## EXERCISE DETAILS
Your task is to give the data again, exactly, with every line intact.

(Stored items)
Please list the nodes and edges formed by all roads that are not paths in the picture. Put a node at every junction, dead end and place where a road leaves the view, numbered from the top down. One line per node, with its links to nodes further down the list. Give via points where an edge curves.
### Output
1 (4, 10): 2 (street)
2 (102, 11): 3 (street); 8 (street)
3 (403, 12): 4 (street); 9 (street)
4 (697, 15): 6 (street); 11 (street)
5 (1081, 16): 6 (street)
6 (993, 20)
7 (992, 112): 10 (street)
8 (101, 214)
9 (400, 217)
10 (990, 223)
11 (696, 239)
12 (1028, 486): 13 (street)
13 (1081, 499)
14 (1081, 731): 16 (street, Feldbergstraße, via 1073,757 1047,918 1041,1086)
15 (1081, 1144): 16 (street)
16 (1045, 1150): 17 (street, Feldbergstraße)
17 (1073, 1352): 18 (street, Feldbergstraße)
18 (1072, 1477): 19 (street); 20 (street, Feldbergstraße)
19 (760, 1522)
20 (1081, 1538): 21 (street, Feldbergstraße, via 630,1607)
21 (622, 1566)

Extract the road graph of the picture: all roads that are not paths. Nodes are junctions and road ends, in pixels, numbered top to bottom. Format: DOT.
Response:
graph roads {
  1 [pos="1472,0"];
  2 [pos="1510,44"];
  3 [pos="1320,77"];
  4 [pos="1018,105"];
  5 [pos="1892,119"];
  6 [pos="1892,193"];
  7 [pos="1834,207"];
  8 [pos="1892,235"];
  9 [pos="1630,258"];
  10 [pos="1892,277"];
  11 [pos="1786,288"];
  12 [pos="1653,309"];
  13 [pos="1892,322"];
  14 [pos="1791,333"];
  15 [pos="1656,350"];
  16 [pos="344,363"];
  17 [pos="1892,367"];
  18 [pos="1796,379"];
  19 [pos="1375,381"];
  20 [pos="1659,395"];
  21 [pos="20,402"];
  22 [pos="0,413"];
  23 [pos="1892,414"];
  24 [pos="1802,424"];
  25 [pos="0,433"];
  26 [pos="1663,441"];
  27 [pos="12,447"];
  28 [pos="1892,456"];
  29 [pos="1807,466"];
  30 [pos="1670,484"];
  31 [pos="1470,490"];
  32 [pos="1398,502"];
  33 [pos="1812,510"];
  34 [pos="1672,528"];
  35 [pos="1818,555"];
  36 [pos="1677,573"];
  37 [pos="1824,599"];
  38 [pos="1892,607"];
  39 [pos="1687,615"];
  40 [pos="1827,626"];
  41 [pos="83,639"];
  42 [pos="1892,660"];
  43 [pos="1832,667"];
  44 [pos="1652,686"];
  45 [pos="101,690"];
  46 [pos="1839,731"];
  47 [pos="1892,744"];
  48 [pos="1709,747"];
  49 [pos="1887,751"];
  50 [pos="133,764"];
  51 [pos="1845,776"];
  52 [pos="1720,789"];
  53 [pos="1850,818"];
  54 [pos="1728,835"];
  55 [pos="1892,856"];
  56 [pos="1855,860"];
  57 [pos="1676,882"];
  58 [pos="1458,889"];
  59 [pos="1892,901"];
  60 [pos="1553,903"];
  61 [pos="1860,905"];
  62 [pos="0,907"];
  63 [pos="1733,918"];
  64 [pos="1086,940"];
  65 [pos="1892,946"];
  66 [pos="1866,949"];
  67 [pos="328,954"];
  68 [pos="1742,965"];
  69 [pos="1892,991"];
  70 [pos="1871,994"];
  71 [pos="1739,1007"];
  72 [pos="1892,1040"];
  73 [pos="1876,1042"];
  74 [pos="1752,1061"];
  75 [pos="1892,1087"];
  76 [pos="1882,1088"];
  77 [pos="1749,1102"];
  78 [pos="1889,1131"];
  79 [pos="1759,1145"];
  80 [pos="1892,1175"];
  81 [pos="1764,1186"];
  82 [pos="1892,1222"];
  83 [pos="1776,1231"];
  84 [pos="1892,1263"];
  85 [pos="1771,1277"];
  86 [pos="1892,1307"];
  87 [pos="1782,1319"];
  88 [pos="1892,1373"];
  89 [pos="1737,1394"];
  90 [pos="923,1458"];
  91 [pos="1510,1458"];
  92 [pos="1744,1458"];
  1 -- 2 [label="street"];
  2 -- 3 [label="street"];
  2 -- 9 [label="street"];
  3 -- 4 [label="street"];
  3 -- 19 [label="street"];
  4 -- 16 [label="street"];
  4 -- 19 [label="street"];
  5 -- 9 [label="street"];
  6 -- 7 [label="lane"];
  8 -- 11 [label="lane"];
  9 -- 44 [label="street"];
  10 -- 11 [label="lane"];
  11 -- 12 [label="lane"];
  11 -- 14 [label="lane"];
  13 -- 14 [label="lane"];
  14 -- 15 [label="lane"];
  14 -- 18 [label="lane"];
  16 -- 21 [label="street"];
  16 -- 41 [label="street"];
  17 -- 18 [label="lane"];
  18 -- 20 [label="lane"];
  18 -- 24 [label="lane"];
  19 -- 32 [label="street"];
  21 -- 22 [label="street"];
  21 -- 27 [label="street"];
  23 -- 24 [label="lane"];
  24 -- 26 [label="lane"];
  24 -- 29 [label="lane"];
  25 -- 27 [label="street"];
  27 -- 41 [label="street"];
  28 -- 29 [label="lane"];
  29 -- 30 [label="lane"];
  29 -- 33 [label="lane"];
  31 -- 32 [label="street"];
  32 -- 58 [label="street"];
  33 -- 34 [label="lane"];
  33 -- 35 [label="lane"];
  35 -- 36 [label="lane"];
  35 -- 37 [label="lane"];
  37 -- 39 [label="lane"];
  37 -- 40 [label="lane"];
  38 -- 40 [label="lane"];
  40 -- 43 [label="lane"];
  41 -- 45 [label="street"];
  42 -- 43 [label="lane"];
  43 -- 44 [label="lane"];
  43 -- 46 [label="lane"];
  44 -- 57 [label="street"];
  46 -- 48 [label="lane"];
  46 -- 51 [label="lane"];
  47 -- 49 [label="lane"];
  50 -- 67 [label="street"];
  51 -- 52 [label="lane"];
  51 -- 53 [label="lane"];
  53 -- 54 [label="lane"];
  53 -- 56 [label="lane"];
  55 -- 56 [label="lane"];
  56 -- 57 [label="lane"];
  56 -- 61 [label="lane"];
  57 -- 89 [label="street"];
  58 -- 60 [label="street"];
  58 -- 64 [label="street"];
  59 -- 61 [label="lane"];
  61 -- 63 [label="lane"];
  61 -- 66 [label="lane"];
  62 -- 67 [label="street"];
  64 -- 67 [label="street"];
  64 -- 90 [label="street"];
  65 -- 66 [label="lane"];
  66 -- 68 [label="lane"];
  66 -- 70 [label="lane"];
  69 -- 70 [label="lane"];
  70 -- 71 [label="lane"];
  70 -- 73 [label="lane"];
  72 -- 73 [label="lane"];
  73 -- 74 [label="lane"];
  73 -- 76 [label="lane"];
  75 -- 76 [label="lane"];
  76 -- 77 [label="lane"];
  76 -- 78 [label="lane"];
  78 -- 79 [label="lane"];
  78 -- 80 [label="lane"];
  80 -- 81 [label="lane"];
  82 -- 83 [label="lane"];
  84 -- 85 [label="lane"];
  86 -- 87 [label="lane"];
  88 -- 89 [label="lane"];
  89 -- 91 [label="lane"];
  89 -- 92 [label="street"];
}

## COMPLETED TASK
Please list the nodes and edges formed by all roads that are not paths in the picture. Put a node at every junction, dead end and place where a road leaves the view, numbered from the top down. One line per node, with its links to nodes further down the list. Give via points where an edge curves.
### Output
1 (4, 10): 2 (street)
2 (102, 11): 3 (street); 8 (street)
3 (403, 12): 4 (street); 9 (street)
4 (697, 15): 6 (street); 11 (street)
5 (1081, 16): 6 (street)
6 (993, 20)
7 (992, 112): 10 (street)
8 (101, 214)
9 (400, 217)
10 (990, 223)
11 (696, 239)
12 (1028, 486): 13 (street)
13 (1081, 499)
14 (1081, 731): 16 (street, Feldbergstraße, via 1073,757 1047,918 1041,1086)
15 (1081, 1144): 16 (street)
16 (1045, 1150): 17 (street, Feldbergstraße)
17 (1073, 1352): 18 (street, Feldbergstraße)
18 (1072, 1477): 19 (street); 20 (street, Feldbergstraße)
19 (760, 1522)
20 (1081, 1538): 21 (street, Feldbergstraße, via 630,1607)
21 (622, 1566)

Extract the road graph of the picture: all roads that are not paths. Nodes are junctions and road ends, in pixels, numbered top to bottom. Format: DOT.
Response:
graph roads {
  1 [pos="1472,0"];
  2 [pos="1510,44"];
  3 [pos="1320,77"];
  4 [pos="1018,105"];
  5 [pos="1892,119"];
  6 [pos="1892,193"];
  7 [pos="1834,207"];
  8 [pos="1892,235"];
  9 [pos="1630,258"];
  10 [pos="1892,277"];
  11 [pos="1786,288"];
  12 [pos="1653,309"];
  13 [pos="1892,322"];
  14 [pos="1791,333"];
  15 [pos="1656,350"];
  16 [pos="344,363"];
  17 [pos="1892,367"];
  18 [pos="1796,379"];
  19 [pos="1375,381"];
  20 [pos="1659,395"];
  21 [pos="20,402"];
  22 [pos="0,413"];
  23 [pos="1892,414"];
  24 [pos="1802,424"];
  25 [pos="0,433"];
  26 [pos="1663,441"];
  27 [pos="12,447"];
  28 [pos="1892,456"];
  29 [pos="1807,466"];
  30 [pos="1670,484"];
  31 [pos="1470,490"];
  32 [pos="1398,502"];
  33 [pos="1812,510"];
  34 [pos="1672,528"];
  35 [pos="1818,555"];
  36 [pos="1677,573"];
  37 [pos="1824,599"];
  38 [pos="1892,607"];
  39 [pos="1687,615"];
  40 [pos="1827,626"];
  41 [pos="83,639"];
  42 [pos="1892,660"];
  43 [pos="1832,667"];
  44 [pos="1652,686"];
  45 [pos="101,690"];
  46 [pos="1839,731"];
  47 [pos="1892,744"];
  48 [pos="1709,747"];
  49 [pos="1887,751"];
  50 [pos="133,764"];
  51 [pos="1845,776"];
  52 [pos="1720,789"];
  53 [pos="1850,818"];
  54 [pos="1728,835"];
  55 [pos="1892,856"];
  56 [pos="1855,860"];
  57 [pos="1676,882"];
  58 [pos="1458,889"];
  59 [pos="1892,901"];
  60 [pos="1553,903"];
  61 [pos="1860,905"];
  62 [pos="0,907"];
  63 [pos="1733,918"];
  64 [pos="1086,940"];
  65 [pos="1892,946"];
  66 [pos="1866,949"];
  67 [pos="328,954"];
  68 [pos="1742,965"];
  69 [pos="1892,991"];
  70 [pos="1871,994"];
  71 [pos="1739,1007"];
  72 [pos="1892,1040"];
  73 [pos="1876,1042"];
  74 [pos="1752,1061"];
  75 [pos="1892,1087"];
  76 [pos="1882,1088"];
  77 [pos="1749,1102"];
  78 [pos="1889,1131"];
  79 [pos="1759,1145"];
  80 [pos="1892,1175"];
  81 [pos="1764,1186"];
  82 [pos="1892,1222"];
  83 [pos="1776,1231"];
  84 [pos="1892,1263"];
  85 [pos="1771,1277"];
  86 [pos="1892,1307"];
  87 [pos="1782,1319"];
  88 [pos="1892,1373"];
  89 [pos="1737,1394"];
  90 [pos="923,1458"];
  91 [pos="1510,1458"];
  92 [pos="1744,1458"];
  1 -- 2 [label="street"];
  2 -- 3 [label="street"];
  2 -- 9 [label="street"];
  3 -- 4 [label="street"];
  3 -- 19 [label="street"];
  4 -- 16 [label="street"];
  4 -- 19 [label="street"];
  5 -- 9 [label="street"];
  6 -- 7 [label="lane"];
  8 -- 11 [label="lane"];
  9 -- 44 [label="street"];
  10 -- 11 [label="lane"];
  11 -- 12 [label="lane"];
  11 -- 14 [label="lane"];
  13 -- 14 [label="lane"];
  14 -- 15 [label="lane"];
  14 -- 18 [label="lane"];
  16 -- 21 [label="street"];
  16 -- 41 [label="street"];
  17 -- 18 [label="lane"];
  18 -- 20 [label="lane"];
  18 -- 24 [label="lane"];
  19 -- 32 [label="street"];
  21 -- 22 [label="street"];
  21 -- 27 [label="street"];
  23 -- 24 [label="lane"];
  24 -- 26 [label="lane"];
  24 -- 29 [label="lane"];
  25 -- 27 [label="street"];
  27 -- 41 [label="street"];
  28 -- 29 [label="lane"];
  29 -- 30 [label="lane"];
  29 -- 33 [label="lane"];
  31 -- 32 [label="street"];
  32 -- 58 [label="street"];
  33 -- 34 [label="lane"];
  33 -- 35 [label="lane"];
  35 -- 36 [label="lane"];
  35 -- 37 [label="lane"];
  37 -- 39 [label="lane"];
  37 -- 40 [label="lane"];
  38 -- 40 [label="lane"];
  40 -- 43 [label="lane"];
  41 -- 45 [label="street"];
  42 -- 43 [label="lane"];
  43 -- 44 [label="lane"];
  43 -- 46 [label="lane"];
  44 -- 57 [label="street"];
  46 -- 48 [label="lane"];
  46 -- 51 [label="lane"];
  47 -- 49 [label="lane"];
  50 -- 67 [label="street"];
  51 -- 52 [label="lane"];
  51 -- 53 [label="lane"];
  53 -- 54 [label="lane"];
  53 -- 56 [label="lane"];
  55 -- 56 [label="lane"];
  56 -- 57 [label="lane"];
  56 -- 61 [label="lane"];
  57 -- 89 [label="street"];
  58 -- 60 [label="street"];
  58 -- 64 [label="street"];
  59 -- 61 [label="lane"];
  61 -- 63 [label="lane"];
  61 -- 66 [label="lane"];
  62 -- 67 [label="street"];
  64 -- 67 [label="street"];
  64 -- 90 [label="street"];
  65 -- 66 [label="lane"];
  66 -- 68 [label="lane"];
  66 -- 70 [label="lane"];
  69 -- 70 [label="lane"];
  70 -- 71 [label="lane"];
  70 -- 73 [label="lane"];
  72 -- 73 [label="lane"];
  73 -- 74 [label="lane"];
  73 -- 76 [label="lane"];
  75 -- 76 [label="lane"];
  76 -- 77 [label="lane"];
  76 -- 78 [label="lane"];
  78 -- 79 [label="lane"];
  78 -- 80 [label="lane"];
  80 -- 81 [label="lane"];
  82 -- 83 [label="lane"];
  84 -- 85 [label="lane"];
  86 -- 87 [label="lane"];
  88 -- 89 [label="lane"];
  89 -- 91 [label="lane"];
  89 -- 92 [label="street"];
}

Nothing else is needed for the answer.